In the material below, some lines may hold the word "image"; state how many do, giving only the number.

**Material for the task:**
★ ★ ★ ★ ★
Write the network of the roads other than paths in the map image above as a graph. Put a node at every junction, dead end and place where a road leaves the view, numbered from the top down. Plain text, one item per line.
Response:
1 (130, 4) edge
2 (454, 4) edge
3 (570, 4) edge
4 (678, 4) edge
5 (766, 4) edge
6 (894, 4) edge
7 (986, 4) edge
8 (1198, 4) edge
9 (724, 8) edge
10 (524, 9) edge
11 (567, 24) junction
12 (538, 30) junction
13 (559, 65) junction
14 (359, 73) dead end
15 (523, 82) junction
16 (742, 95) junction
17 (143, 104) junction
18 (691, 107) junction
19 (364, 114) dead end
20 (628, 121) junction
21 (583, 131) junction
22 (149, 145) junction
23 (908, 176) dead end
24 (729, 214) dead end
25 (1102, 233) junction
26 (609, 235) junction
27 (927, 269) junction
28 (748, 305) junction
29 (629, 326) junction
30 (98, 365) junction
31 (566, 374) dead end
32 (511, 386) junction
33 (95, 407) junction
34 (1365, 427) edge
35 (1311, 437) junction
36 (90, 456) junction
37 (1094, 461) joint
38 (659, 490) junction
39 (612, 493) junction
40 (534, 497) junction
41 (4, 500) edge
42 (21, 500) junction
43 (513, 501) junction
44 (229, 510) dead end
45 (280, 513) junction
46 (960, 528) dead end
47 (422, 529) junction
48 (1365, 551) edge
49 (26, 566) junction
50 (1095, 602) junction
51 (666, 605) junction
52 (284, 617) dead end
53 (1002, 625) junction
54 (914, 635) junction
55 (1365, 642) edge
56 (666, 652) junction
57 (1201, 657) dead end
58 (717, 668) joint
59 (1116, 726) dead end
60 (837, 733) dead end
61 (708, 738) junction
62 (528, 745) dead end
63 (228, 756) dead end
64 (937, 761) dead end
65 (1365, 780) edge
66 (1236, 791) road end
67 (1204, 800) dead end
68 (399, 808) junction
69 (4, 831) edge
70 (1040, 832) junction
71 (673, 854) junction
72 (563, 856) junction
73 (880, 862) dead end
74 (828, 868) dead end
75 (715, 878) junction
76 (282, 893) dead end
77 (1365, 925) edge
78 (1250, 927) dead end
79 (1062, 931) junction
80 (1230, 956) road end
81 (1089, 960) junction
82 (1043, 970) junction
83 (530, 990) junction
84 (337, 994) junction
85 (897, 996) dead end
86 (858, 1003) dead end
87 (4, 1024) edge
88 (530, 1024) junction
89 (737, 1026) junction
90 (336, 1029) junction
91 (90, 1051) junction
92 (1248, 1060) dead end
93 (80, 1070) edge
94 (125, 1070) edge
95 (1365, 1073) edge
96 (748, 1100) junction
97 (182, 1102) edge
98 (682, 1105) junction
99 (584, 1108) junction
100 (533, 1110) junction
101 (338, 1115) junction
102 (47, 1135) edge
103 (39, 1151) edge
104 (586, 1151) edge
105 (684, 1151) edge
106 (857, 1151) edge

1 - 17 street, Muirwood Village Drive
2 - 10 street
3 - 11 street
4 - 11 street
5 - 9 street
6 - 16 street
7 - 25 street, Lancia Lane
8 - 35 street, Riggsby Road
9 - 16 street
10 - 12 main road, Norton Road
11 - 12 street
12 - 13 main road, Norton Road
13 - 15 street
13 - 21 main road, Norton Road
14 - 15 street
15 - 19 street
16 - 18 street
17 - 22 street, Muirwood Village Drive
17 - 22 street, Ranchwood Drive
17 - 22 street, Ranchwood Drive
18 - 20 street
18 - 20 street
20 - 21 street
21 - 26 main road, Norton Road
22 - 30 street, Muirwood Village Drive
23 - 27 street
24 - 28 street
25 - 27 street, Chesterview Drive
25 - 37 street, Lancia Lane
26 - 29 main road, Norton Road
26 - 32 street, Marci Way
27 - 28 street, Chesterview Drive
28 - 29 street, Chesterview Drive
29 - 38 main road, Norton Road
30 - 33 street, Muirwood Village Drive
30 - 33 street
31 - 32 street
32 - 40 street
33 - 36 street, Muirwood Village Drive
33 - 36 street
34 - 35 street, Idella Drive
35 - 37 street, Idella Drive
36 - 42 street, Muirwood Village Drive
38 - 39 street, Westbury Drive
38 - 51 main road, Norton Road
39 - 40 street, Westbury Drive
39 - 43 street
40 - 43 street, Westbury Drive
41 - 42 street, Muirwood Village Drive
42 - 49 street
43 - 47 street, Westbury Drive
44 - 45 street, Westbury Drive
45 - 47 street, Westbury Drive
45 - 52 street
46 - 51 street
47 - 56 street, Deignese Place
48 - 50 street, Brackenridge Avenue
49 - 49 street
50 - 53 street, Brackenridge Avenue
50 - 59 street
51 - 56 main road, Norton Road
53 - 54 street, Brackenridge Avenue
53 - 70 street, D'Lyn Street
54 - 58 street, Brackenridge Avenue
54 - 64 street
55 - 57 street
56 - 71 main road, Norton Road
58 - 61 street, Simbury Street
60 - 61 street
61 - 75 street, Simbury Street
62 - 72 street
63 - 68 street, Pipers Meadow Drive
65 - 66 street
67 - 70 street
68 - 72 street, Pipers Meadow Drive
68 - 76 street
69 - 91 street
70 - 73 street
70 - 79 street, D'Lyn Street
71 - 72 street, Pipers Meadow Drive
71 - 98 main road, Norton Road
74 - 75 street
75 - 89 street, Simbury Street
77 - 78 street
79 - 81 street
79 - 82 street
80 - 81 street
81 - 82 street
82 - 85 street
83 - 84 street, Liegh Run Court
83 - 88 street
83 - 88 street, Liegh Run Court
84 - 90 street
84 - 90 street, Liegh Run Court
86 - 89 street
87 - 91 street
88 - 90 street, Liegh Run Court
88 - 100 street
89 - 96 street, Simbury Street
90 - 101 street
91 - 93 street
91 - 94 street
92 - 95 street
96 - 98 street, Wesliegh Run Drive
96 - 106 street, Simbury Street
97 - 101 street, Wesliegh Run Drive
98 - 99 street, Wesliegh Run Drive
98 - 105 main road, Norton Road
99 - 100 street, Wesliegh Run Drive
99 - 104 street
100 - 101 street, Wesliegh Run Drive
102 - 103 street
★ ★ ★ ★ ★
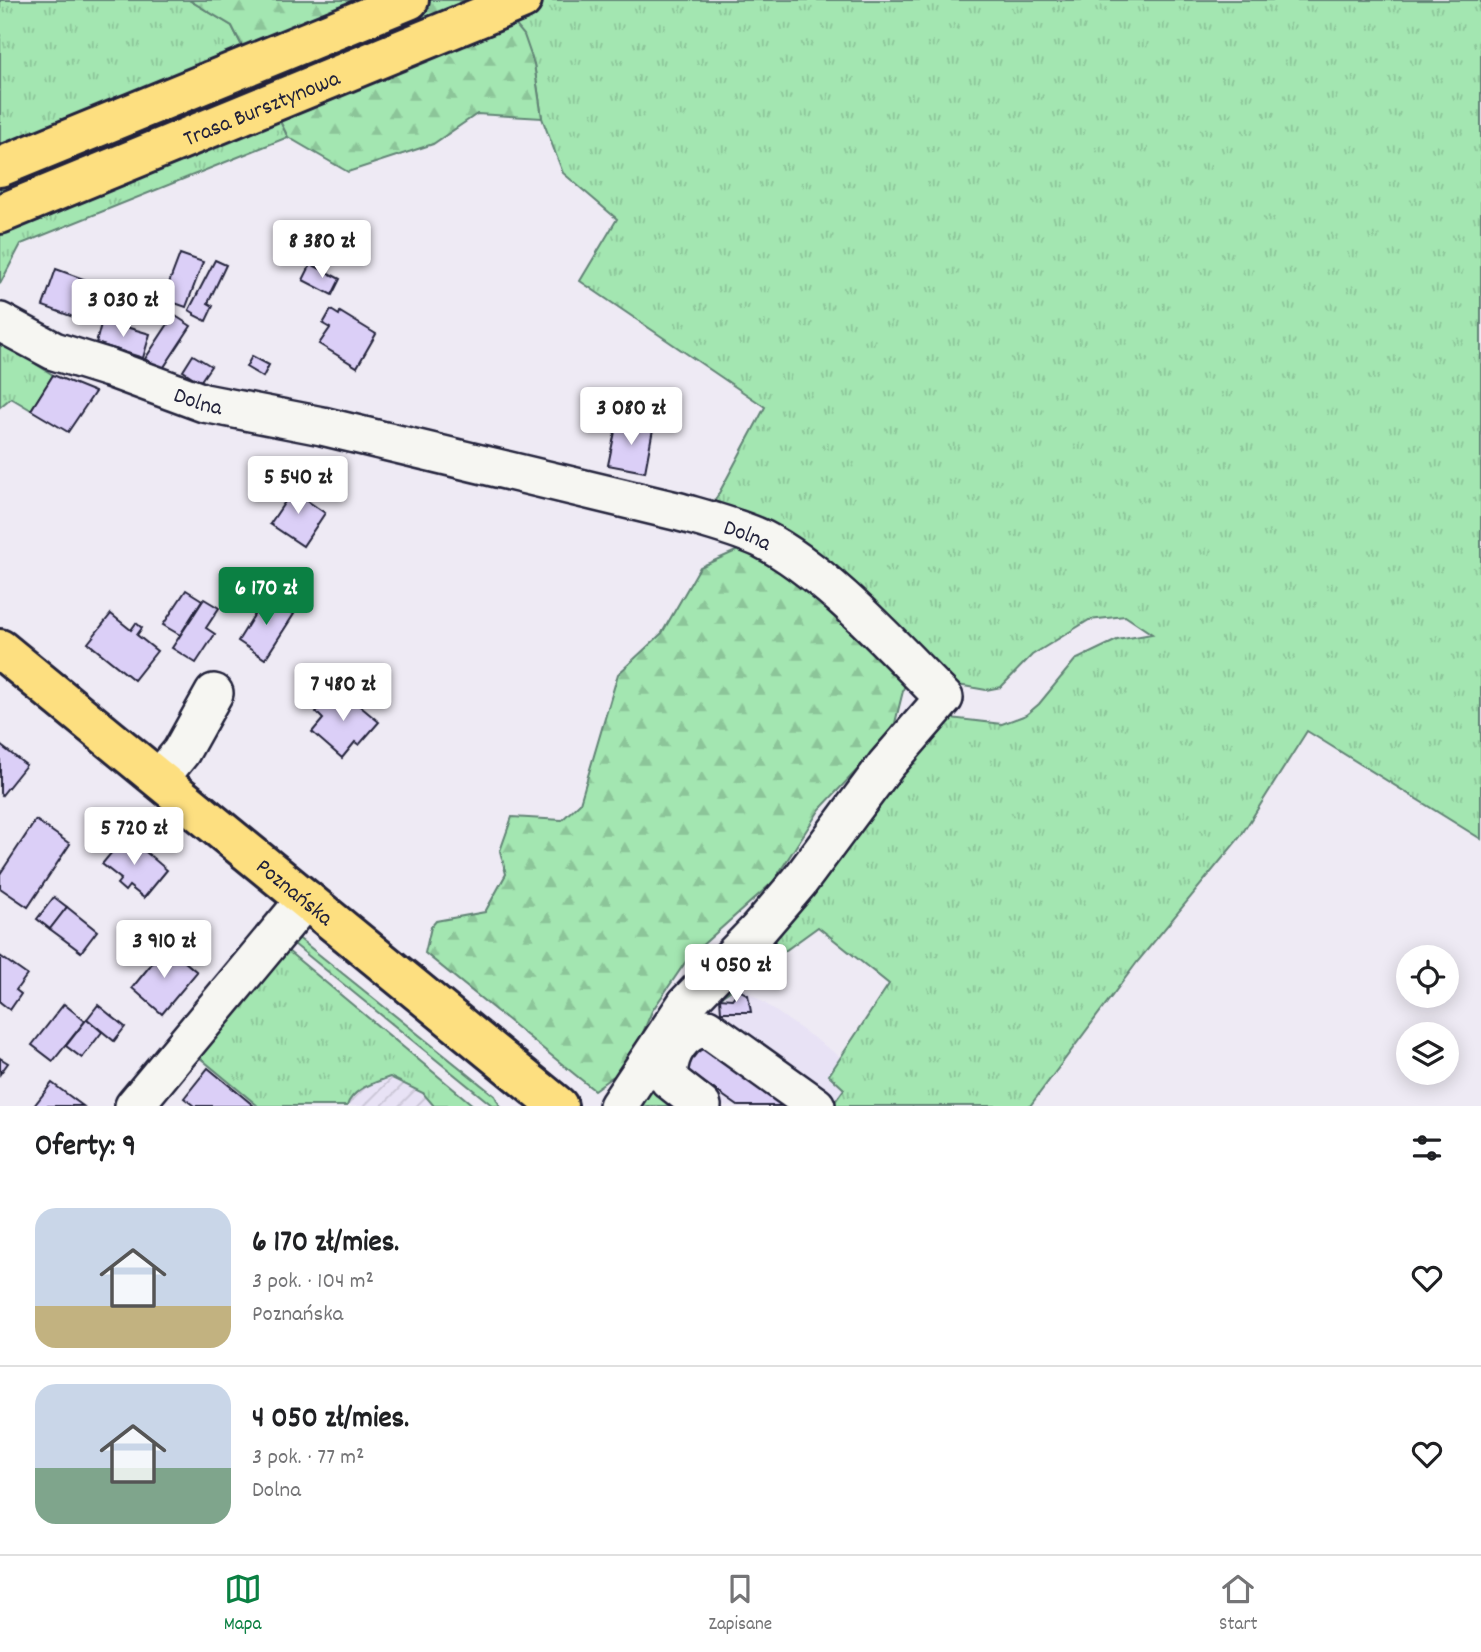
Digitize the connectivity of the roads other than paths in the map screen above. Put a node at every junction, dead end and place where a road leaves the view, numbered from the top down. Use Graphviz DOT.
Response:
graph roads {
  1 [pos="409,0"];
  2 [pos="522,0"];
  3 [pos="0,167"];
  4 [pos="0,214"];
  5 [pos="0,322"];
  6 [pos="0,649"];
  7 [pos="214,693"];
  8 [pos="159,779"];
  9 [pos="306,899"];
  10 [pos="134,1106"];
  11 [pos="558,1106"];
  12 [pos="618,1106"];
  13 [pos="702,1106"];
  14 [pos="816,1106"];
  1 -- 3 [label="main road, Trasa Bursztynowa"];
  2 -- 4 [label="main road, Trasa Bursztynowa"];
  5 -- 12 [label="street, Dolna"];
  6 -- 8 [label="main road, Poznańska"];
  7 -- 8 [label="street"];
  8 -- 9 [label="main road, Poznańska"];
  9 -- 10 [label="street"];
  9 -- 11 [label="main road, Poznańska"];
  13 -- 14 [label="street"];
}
★ ★ ★ ★ ★
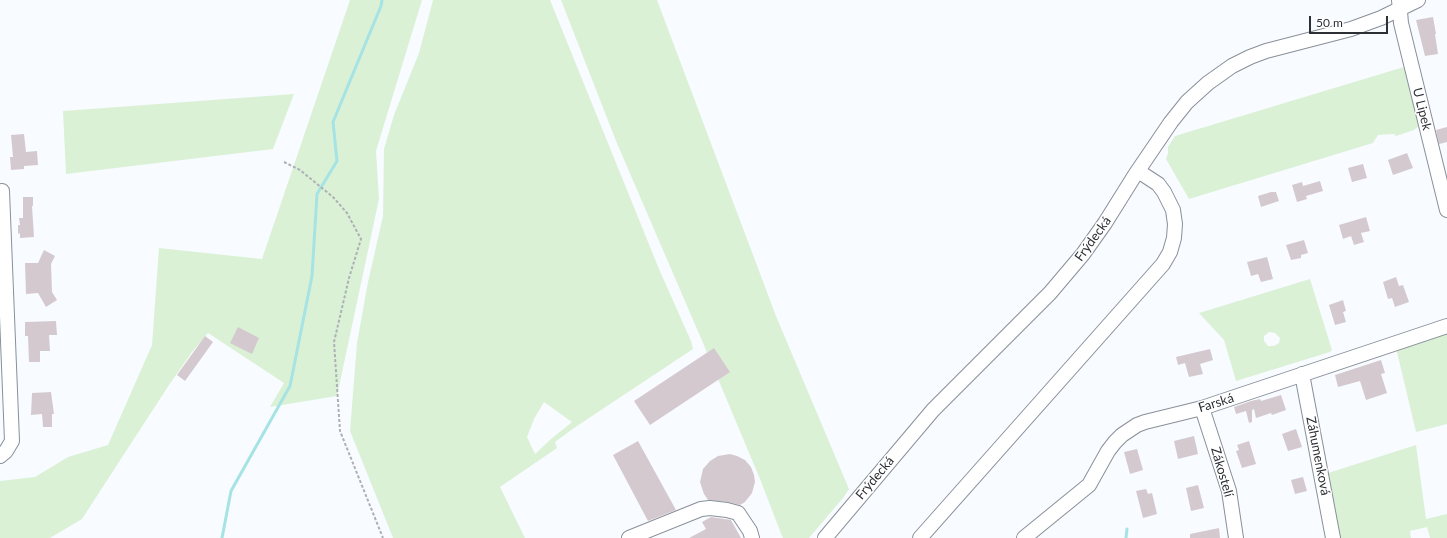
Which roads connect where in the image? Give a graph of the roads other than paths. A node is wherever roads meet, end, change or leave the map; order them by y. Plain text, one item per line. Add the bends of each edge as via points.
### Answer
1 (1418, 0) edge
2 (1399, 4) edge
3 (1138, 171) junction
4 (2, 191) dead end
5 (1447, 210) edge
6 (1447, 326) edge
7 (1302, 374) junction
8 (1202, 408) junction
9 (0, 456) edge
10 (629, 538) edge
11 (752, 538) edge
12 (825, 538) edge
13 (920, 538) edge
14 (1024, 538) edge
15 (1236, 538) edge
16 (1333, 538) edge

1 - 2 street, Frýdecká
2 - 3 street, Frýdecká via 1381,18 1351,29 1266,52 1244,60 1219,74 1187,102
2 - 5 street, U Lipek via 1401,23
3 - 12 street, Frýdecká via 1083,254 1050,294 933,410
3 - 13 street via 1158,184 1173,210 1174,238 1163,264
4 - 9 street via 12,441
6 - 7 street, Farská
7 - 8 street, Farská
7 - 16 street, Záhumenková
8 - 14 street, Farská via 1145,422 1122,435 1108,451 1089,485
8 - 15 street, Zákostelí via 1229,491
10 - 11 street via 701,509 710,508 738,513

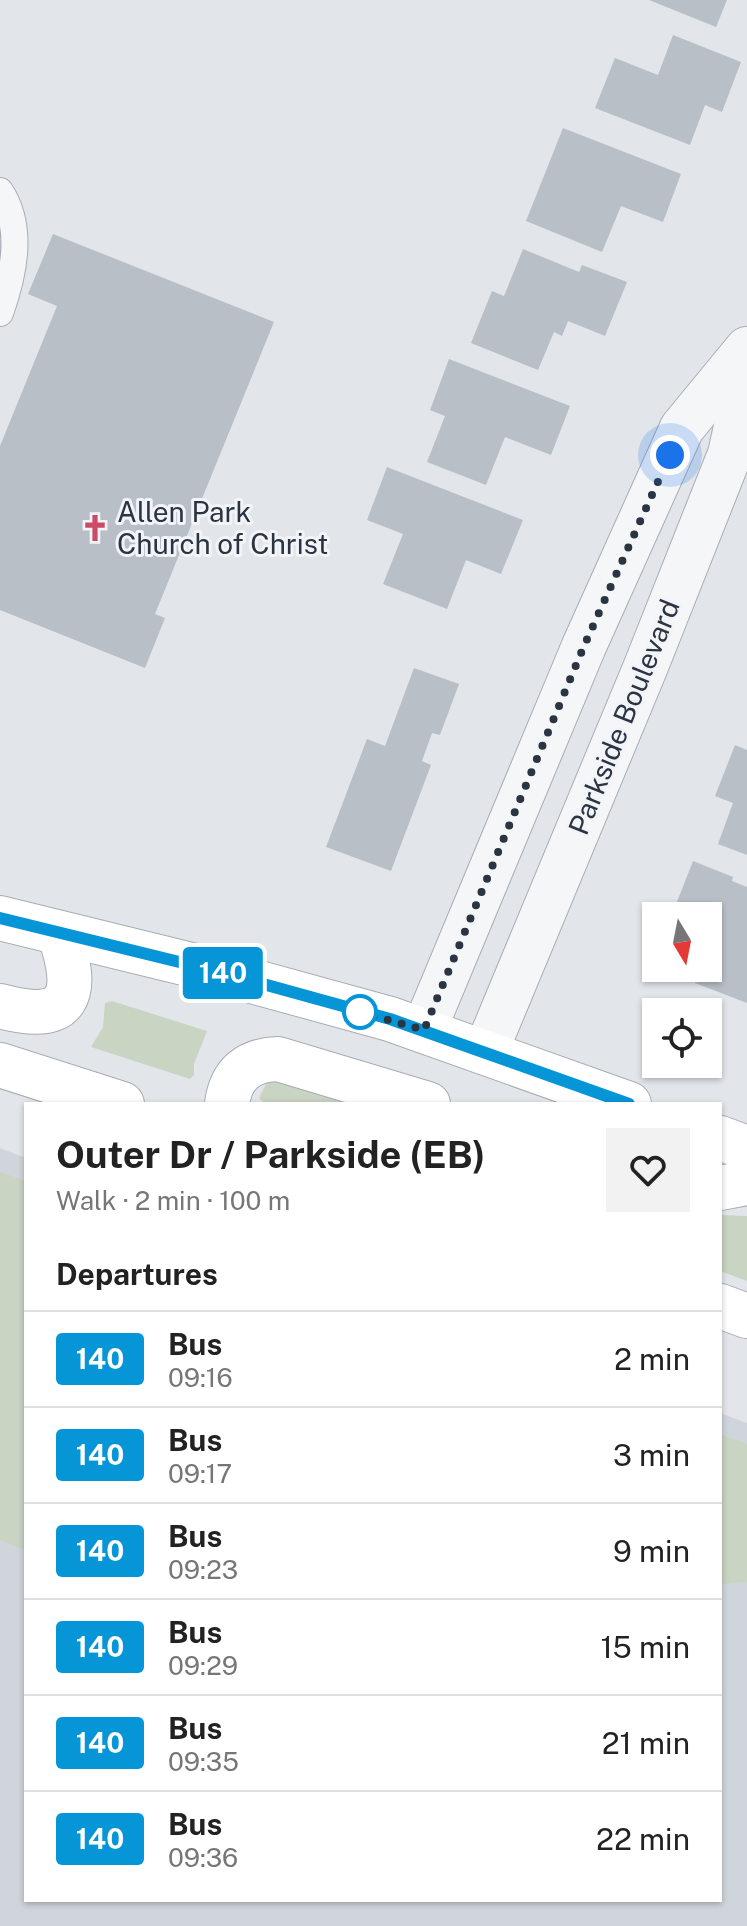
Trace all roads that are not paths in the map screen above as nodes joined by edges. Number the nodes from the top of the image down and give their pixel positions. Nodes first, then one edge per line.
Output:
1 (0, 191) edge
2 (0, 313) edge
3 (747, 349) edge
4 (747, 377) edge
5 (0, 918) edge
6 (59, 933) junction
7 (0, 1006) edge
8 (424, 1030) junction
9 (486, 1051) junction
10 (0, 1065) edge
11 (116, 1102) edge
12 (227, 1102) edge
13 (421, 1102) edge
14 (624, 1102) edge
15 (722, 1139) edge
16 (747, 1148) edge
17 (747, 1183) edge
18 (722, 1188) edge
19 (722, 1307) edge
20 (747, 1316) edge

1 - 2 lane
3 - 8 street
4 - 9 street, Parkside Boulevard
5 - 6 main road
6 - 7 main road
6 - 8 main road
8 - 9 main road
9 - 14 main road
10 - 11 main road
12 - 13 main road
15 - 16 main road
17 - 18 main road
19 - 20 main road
★ ★ ★ ★ ★
**Answer space:** 3